Abstract

The production, purification and characterization of α-amylase from Trichodermaharzianum grown on mandarin peel were investigated. The effect of incubation time and mandarin peel concentration on the production of α-amylase by T. harzianum was studied. α-Amylase A3 was purified from T. harzianum to electrophoretic homogeneity by using DEAE-Sepharose and Sephacryl S-200 columns. The enzyme had molecular weight of 70 kDa using gel filtration and SDS-PAGE. The affinity of the substrates toward A3 was in the order of amylopectin > glycogen > starch > β-cyclodextrin > dextrin > α-cyclodextrin. These findings tend to suggest that the enzyme has high affinity toward high-molecular mass substrates. The K_m and V_max values of the enzyme for hydrolyzing potato soluble starch and glycogen were 6.53, 4.5 mg/ml and 2 and 2.2 μmol reducing sugar/ml, respectively. The maximum activity of enzyme against soluble starch was determined at pH 4.5 and 40°C. α-Amylase A3 was stable up to 40°C for 30 min of incubation and retained 70 and 50% of its activity at 50 and 60°C, respectively. While all the examined metal cations were effective in inhibiting the enzyme, Ca²⁺ considerably enhanced the activity.
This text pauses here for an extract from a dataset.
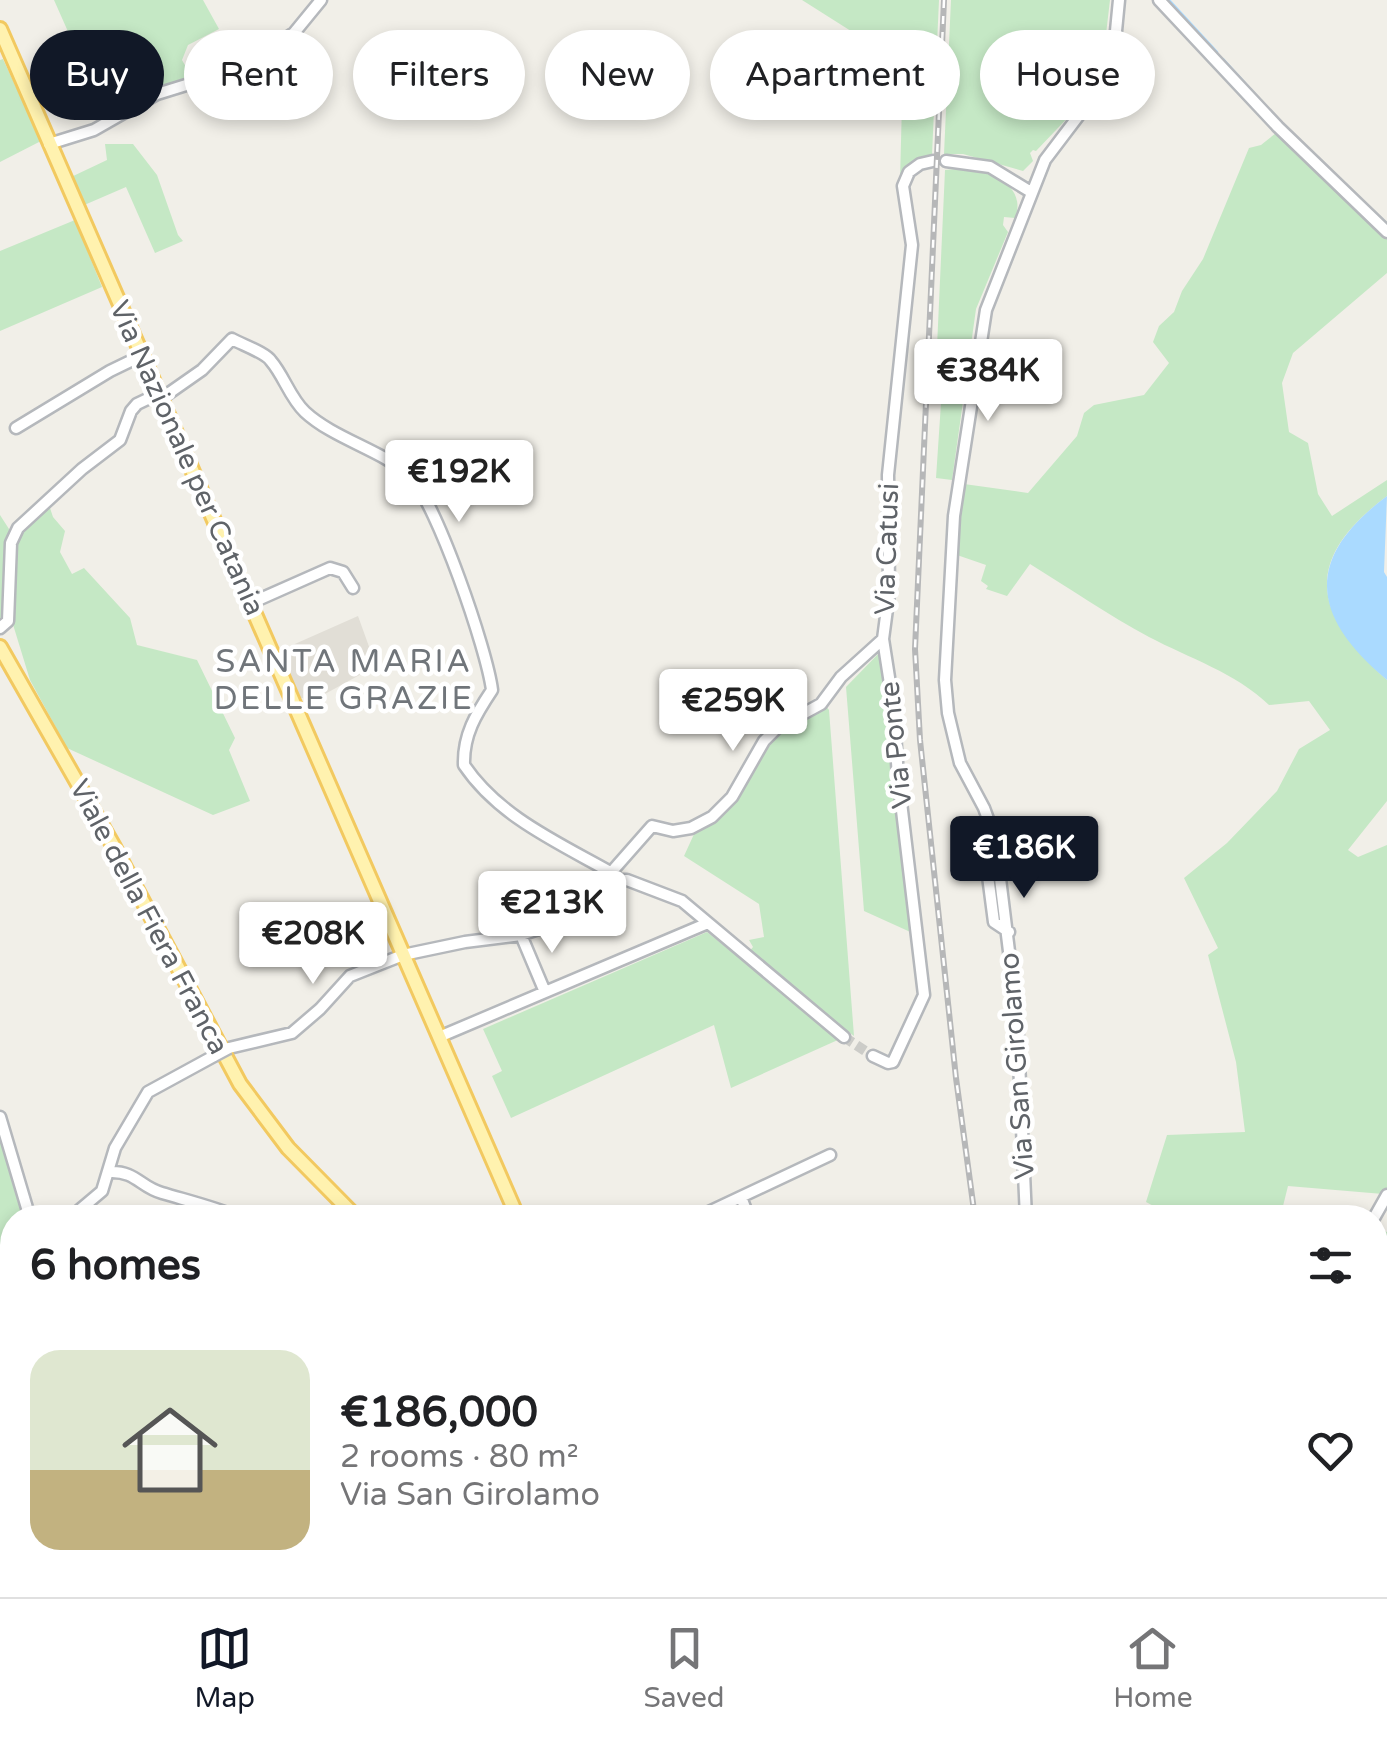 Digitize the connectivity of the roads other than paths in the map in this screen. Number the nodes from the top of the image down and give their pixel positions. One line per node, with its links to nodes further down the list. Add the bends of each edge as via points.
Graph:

The metal chelators, EDTA, sodium citrate and sodium oxalate had inhibitory effects on A3. The rate of breakdown of starch was higher than the rate of formation of reduced sugar indicating A3 is endo-acting enzyme. These properties of A3 with its remarkable activity meet the prerequisites needed for liquefaction and saccharification of starch industry.

Key words: Trichoderma harzianum, mandarin, a-amylase, purification, characterization.